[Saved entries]
- - - - - - -
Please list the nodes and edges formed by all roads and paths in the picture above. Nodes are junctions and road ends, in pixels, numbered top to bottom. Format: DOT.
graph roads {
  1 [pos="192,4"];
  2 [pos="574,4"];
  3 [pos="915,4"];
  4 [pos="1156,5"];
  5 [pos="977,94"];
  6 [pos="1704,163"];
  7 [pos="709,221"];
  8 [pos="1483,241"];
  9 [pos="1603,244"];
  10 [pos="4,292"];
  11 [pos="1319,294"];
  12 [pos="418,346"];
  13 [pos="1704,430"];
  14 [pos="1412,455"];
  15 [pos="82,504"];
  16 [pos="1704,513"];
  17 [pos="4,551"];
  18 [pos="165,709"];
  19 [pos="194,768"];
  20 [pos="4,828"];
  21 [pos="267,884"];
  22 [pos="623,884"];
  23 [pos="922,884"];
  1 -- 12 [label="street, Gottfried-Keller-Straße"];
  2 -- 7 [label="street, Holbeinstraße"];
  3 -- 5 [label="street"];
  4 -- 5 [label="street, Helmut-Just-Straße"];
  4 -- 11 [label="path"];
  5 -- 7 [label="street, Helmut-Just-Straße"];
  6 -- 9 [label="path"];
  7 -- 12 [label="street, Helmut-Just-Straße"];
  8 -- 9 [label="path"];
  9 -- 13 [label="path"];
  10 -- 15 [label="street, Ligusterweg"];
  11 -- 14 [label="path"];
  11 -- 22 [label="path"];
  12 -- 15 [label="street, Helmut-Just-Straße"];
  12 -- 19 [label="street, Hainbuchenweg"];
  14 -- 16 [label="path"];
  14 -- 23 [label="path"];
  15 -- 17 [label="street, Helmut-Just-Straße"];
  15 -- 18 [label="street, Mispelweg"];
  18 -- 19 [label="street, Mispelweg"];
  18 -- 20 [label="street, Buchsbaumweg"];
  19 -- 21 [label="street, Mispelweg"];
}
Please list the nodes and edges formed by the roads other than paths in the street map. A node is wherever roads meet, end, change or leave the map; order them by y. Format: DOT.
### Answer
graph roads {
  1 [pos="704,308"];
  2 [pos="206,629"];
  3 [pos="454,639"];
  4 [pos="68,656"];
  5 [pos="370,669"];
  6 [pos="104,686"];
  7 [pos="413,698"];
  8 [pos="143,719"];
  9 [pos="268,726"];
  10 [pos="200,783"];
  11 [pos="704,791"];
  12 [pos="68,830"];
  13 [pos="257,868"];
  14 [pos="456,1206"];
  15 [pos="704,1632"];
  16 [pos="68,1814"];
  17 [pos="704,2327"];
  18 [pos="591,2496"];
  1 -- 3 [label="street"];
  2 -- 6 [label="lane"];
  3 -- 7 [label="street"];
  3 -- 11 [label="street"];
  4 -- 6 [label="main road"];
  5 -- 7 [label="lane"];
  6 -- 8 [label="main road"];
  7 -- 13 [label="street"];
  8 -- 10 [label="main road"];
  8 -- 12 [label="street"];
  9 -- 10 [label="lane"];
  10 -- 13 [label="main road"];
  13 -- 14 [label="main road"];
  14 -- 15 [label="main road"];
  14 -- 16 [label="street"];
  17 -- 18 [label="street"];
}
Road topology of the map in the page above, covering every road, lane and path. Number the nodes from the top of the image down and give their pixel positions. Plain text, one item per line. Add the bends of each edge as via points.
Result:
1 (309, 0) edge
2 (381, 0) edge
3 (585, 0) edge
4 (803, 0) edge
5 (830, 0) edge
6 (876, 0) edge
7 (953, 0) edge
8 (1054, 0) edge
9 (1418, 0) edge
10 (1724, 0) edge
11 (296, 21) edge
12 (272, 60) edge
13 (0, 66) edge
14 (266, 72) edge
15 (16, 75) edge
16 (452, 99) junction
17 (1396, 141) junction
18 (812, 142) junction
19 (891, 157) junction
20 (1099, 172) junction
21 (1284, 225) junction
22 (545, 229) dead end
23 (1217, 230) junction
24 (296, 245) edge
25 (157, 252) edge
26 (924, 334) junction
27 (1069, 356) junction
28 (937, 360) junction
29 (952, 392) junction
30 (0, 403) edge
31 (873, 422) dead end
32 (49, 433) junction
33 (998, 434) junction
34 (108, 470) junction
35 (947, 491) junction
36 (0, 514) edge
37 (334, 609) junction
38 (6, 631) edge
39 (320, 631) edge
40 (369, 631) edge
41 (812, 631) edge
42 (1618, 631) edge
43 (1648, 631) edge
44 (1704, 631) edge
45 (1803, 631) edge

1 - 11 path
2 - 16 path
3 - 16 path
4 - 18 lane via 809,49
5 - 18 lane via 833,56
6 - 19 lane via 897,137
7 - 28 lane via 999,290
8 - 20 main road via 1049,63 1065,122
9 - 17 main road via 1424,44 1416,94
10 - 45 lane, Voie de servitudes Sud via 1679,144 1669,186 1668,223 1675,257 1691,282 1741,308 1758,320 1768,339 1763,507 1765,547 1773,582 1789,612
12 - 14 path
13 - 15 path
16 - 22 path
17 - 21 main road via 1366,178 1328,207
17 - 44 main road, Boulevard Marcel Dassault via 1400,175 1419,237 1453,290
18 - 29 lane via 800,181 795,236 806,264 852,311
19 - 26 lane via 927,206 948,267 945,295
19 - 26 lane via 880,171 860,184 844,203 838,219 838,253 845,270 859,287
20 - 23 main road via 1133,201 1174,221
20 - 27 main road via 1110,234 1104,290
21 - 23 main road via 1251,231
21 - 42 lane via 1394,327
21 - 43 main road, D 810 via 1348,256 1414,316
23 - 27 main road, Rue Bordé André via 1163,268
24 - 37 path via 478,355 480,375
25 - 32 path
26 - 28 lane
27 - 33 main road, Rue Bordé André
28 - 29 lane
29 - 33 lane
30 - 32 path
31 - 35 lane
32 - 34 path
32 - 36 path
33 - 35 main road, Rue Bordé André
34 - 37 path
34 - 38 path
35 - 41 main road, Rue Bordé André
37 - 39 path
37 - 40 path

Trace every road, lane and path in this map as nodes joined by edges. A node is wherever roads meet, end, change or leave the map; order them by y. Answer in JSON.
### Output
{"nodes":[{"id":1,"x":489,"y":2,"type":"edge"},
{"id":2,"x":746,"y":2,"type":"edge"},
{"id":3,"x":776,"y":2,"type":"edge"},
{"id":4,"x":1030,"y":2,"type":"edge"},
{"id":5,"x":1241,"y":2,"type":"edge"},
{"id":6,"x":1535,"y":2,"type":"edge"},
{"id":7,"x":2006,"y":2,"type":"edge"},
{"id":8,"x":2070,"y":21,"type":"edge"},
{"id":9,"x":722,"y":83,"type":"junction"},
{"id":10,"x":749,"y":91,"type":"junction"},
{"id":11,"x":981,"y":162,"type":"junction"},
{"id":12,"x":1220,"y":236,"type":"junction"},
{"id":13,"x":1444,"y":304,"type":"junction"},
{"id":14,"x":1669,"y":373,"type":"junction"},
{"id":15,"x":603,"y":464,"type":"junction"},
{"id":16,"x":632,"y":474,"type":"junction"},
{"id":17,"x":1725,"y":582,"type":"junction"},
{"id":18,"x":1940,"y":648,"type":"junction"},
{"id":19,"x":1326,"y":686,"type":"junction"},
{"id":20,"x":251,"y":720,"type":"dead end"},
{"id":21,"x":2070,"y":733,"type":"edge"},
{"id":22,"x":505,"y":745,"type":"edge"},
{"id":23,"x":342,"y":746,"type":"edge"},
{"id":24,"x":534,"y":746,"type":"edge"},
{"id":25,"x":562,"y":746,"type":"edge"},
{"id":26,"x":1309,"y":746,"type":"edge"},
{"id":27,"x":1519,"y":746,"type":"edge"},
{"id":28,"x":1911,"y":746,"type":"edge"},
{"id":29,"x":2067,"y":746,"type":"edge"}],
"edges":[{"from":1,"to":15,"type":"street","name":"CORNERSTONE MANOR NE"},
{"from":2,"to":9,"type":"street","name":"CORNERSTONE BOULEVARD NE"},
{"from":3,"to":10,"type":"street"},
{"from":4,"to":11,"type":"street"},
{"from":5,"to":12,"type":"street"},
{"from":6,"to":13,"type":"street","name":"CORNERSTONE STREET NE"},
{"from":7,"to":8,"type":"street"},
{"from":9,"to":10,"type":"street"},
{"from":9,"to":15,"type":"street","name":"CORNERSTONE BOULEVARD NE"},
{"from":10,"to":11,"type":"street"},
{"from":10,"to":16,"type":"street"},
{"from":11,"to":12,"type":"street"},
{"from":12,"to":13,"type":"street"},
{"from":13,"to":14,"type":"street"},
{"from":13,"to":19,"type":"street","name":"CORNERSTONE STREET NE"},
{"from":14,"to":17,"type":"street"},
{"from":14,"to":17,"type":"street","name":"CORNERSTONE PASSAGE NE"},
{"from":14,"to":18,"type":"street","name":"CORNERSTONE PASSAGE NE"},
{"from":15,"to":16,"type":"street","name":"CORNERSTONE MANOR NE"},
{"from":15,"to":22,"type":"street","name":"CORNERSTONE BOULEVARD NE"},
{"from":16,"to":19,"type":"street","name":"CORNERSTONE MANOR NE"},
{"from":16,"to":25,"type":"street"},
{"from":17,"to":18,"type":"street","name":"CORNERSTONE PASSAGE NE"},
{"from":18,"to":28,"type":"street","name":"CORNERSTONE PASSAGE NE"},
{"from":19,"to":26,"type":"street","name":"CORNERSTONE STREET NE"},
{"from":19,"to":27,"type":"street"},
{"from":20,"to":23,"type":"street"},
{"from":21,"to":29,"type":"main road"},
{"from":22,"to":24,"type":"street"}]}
- - - - - - -
**Work request:** Consider the entries above and return each line with the string "dead".

**Task response:**
22 (545, 229) dead end
31 (873, 422) dead end
{"id":20,"x":251,"y":720,"type":"dead end"},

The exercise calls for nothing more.